Das Vorgehen des Bundes stösst deshalb in Lenzburg auf wenig Verständnis – insbesondere, da die ungenügende Konkretisierung und Umsetzung der Planung von wesentlichen Entscheiden des Bundesamts für Verkehrs (BAV) und der SBB abhängen.

«Die Planungs- und Bauarbeiten erfordern eine Koordination mit den Hauptbauarbeiten für die Gleisinfrastruktur, welche von den SBB im Jahr 2023 in Angriff genommen werden. Zu den Bewertungen des Bundes wird aber vorerst für die Region und die Gemeinden eine Vernehmlassung durchgeführt bei der sich die Stadt einbringen wird», erklärt Stadtplanerin Helen Bisang.

So wie es aussieht, starten die Vorbereitungsarbeiten der SBB im Jahr 2022. «Das bedeutet für Lenzburg, dass man voraussichtlich 2022 mit dem neuen Bahnhofplatz beginnen könnte», sagt Bisang.

Seit 40 Jahren ein Fiasko

Die Leidensgeschichte rund um den Bahnhof Lenzburg reicht bald vierzig Jahre zurück bis in die 80er-Jahre des vergangenen Jahrhunderts. Damals wurden Studien zur Neugestaltung des Bahnhofs in Auftrag gegeben. Daraus resultierten Projekte, die jedoch nie realisiert wurden. Mit der Erarbeitung eines Kommunalen Richtplans Bahnhof wurde 2002 eine neue Planung aufgegleist.

Acht Partner (SBB, RBL, Post, Kanton Aargau, Stadt Lenzburg, Hero, Coop und NAB) beteiligten sich daran. Die Planung sah vor, die Seetalbahn zu verlegen und im Bahnhof auf Gleis 6 einzuführen. 2006/07 wurde die vorgesehene Anpassung rückgängig gemacht und die Seetalbahn auf ihrem bisherigen Trassee belassen.

Zwei Jahre später nahm die Stadt die Neugestaltung des Bahnhofplatzes in Angriff: Der Einwohnerrat bewilligte im Juni 2009 einen Kredit für einen Projektwettbewerb und nach Anlaufschwierigkeiten sprach er schliesslich 1,4 Millionen Franken für die Weiterbearbeitung des ausgewählten Projektes «Loop».

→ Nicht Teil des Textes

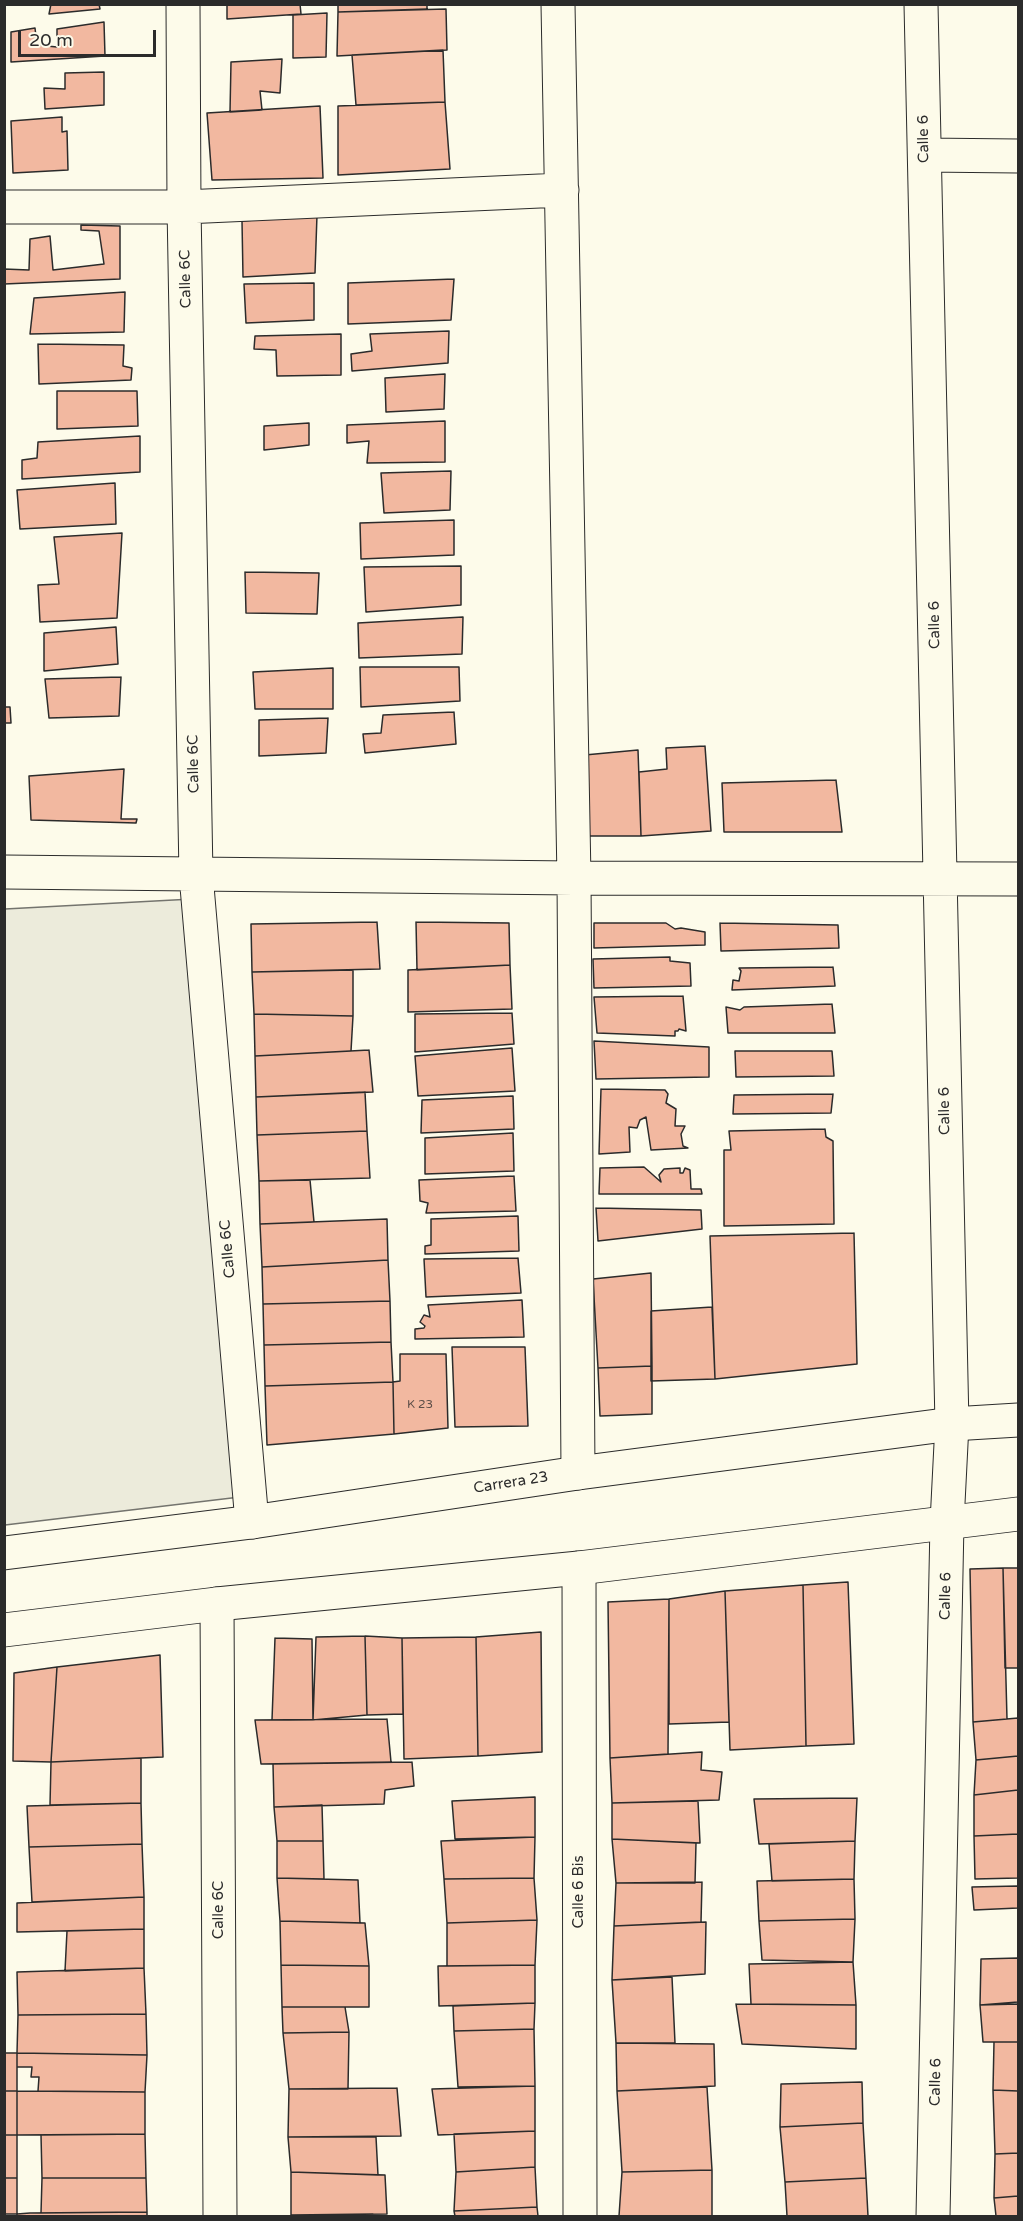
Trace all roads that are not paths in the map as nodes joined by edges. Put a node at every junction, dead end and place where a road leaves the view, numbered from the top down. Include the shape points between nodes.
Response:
1 (183, 4) edge
2 (558, 4) edge
3 (921, 4) edge
4 (925, 154) junction
5 (1018, 156) edge
6 (562, 190) junction
7 (4, 207) edge
8 (184, 207) junction
9 (4, 872) edge
10 (196, 875) junction
11 (940, 877) junction
12 (574, 878) junction
13 (1018, 879) edge
14 (1018, 1420) edge
15 (952, 1424) junction
16 (578, 1473) junction
17 (1018, 1514) edge
18 (252, 1522) junction
19 (947, 1523) junction
20 (4, 1553) edge
21 (579, 1568) junction
22 (217, 1604) junction
23 (4, 1630) edge
24 (220, 2217) edge
25 (580, 2217) edge
26 (933, 2217) edge

1 - 8 street, Calle 6C
2 - 6 street
3 - 4 street, Calle 6
4 - 5 street
4 - 11 street, Calle 6
6 - 8 street
6 - 12 street
7 - 8 street
8 - 10 street, Calle 6C
9 - 10 street
10 - 12 street
10 - 18 street, Calle 6C
11 - 12 street
11 - 13 street
11 - 15 street, Calle 6
12 - 16 street
14 - 15 street, Carrera 23
15 - 16 street, Carrera 23
15 - 19 street, Calle 6
16 - 18 street, Carrera 23
17 - 19 street
18 - 20 street, Carrera 23
19 - 21 street
19 - 26 street, Calle 6
21 - 22 street
21 - 25 street, Calle 6 Bis
22 - 23 street
22 - 24 street, Calle 6C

Im Frühling 2014 kam das Aus für «Loop», sämtliche Planungsarbeiten werden mit einem Schlag zur Makulatur. Die SBB informierte, dass das Bundesamt für Verkehr neue Bewilligungsrichtlinien anwende, welche Auswirkungen auf die Gleisgeometrie (Länge und Breite der Geleise) und indirekt auch auf den Bahnhofplatz hätten.

Die missliche Situation der Regionalen Busbetriebe (RBL) zwang den Stadtrat jedoch zum Handeln: Um den zunehmenden Busbetrieb zu entlasten, wurden im Dezember 2014 vor dem Perron des «Seetaler» Abfahrkanten für drei Buslinien in Betrieb genommen.

Im Frühling 2015 folgte die nächste Hiobsbotschaft: Bei den SBB hatte man offenbar realisiert, dass die Entwicklung des Bahnhof-Areals in ganz anderen Dimensionen erfolgen muss als angenommen. Es wird von einer «grundlegend neuen Planung» gesprochen.

Projekt nicht gefährdet

Stadtplanerin Helen Bisang betont, dass mit den jüngsten Ankündigungen des Bundes weder die Neugestaltung des Bahnhofplatzes noch der neue Busbahnhof infrage gestellt würden.

«An der gesamten Planung des Bahnhofareals mit Buswartehalle wird festgehalten.» Wegen der erwähnten Abhängigkeiten von Entscheiden zu den SBB-Projekten könnten diese zur Zeit jedoch nicht weiterbearbeitet werden.

Noch ist der Entscheid des Bundes nicht definitiv gefällt. Kanton, betroffene Gemeinden und Regionalplanungsverbände können zu den Plänen Stellung nehmen. Laut Helen Bisang sind die geplanten Lenzburger Massnahmen gut begründet und dringend. Auch der Kanton habe das Problem erkannt und werde sich gemeinsam mit der Stadt für eine Mitfinanzierung einsetzen.